[SUPPLIED DATA Boundary: Start]

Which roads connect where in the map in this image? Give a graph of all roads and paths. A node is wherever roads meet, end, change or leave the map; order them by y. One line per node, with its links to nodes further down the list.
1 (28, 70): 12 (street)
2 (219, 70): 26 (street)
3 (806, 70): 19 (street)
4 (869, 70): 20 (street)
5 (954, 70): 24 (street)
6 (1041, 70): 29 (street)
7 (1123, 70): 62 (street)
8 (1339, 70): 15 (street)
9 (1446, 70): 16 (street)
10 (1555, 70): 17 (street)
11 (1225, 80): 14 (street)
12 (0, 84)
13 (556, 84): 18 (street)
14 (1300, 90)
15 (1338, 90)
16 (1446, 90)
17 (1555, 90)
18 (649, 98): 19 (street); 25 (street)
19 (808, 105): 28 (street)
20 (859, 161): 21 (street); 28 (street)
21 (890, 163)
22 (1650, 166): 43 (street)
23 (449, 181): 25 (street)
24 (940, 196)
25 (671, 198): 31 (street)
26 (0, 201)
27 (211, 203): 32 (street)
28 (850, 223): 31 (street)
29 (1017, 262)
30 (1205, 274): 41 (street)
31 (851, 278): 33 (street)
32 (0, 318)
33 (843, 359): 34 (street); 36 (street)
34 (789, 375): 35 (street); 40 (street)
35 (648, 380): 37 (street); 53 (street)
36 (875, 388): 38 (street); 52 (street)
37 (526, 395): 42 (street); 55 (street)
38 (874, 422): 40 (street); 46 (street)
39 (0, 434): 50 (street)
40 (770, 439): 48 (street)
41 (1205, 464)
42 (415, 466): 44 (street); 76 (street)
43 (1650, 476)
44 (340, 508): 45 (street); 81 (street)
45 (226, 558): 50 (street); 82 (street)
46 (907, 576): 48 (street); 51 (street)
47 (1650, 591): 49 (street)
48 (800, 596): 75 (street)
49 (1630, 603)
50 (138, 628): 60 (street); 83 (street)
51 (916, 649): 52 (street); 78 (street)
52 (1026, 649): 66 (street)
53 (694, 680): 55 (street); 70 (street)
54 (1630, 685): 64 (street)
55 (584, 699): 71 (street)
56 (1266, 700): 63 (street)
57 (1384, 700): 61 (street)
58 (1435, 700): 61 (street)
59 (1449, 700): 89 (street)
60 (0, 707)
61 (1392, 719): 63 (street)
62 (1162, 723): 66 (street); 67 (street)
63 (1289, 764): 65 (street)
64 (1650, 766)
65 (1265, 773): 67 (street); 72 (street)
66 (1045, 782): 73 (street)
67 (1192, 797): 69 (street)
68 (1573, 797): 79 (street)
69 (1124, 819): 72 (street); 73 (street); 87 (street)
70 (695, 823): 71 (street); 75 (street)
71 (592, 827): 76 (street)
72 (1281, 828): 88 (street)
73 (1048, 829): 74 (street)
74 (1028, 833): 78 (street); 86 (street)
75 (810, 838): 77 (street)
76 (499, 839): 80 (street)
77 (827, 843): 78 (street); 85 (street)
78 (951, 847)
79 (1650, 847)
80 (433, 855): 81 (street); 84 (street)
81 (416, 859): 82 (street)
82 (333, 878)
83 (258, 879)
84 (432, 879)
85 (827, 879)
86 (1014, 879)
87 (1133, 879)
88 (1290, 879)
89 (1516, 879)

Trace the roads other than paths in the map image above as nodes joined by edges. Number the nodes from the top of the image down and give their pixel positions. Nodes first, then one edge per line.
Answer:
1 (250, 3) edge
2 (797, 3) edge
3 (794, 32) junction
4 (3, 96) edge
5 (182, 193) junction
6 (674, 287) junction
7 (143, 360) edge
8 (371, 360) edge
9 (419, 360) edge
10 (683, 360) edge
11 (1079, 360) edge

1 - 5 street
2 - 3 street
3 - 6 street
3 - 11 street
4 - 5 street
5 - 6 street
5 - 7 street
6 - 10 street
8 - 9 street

[SUPPLIED DATA Boundary: End]

Each line holding "edge" should be copied from the material above.

Trace the roads other than paths in the map image above as nodes joined by edges. Number the nodes from the top of the image down and give their pixel positions. Nodes first, then one edge per line.
1 (250, 3) edge
2 (797, 3) edge
4 (3, 96) edge
7 (143, 360) edge
8 (371, 360) edge
9 (419, 360) edge
10 (683, 360) edge
11 (1079, 360) edge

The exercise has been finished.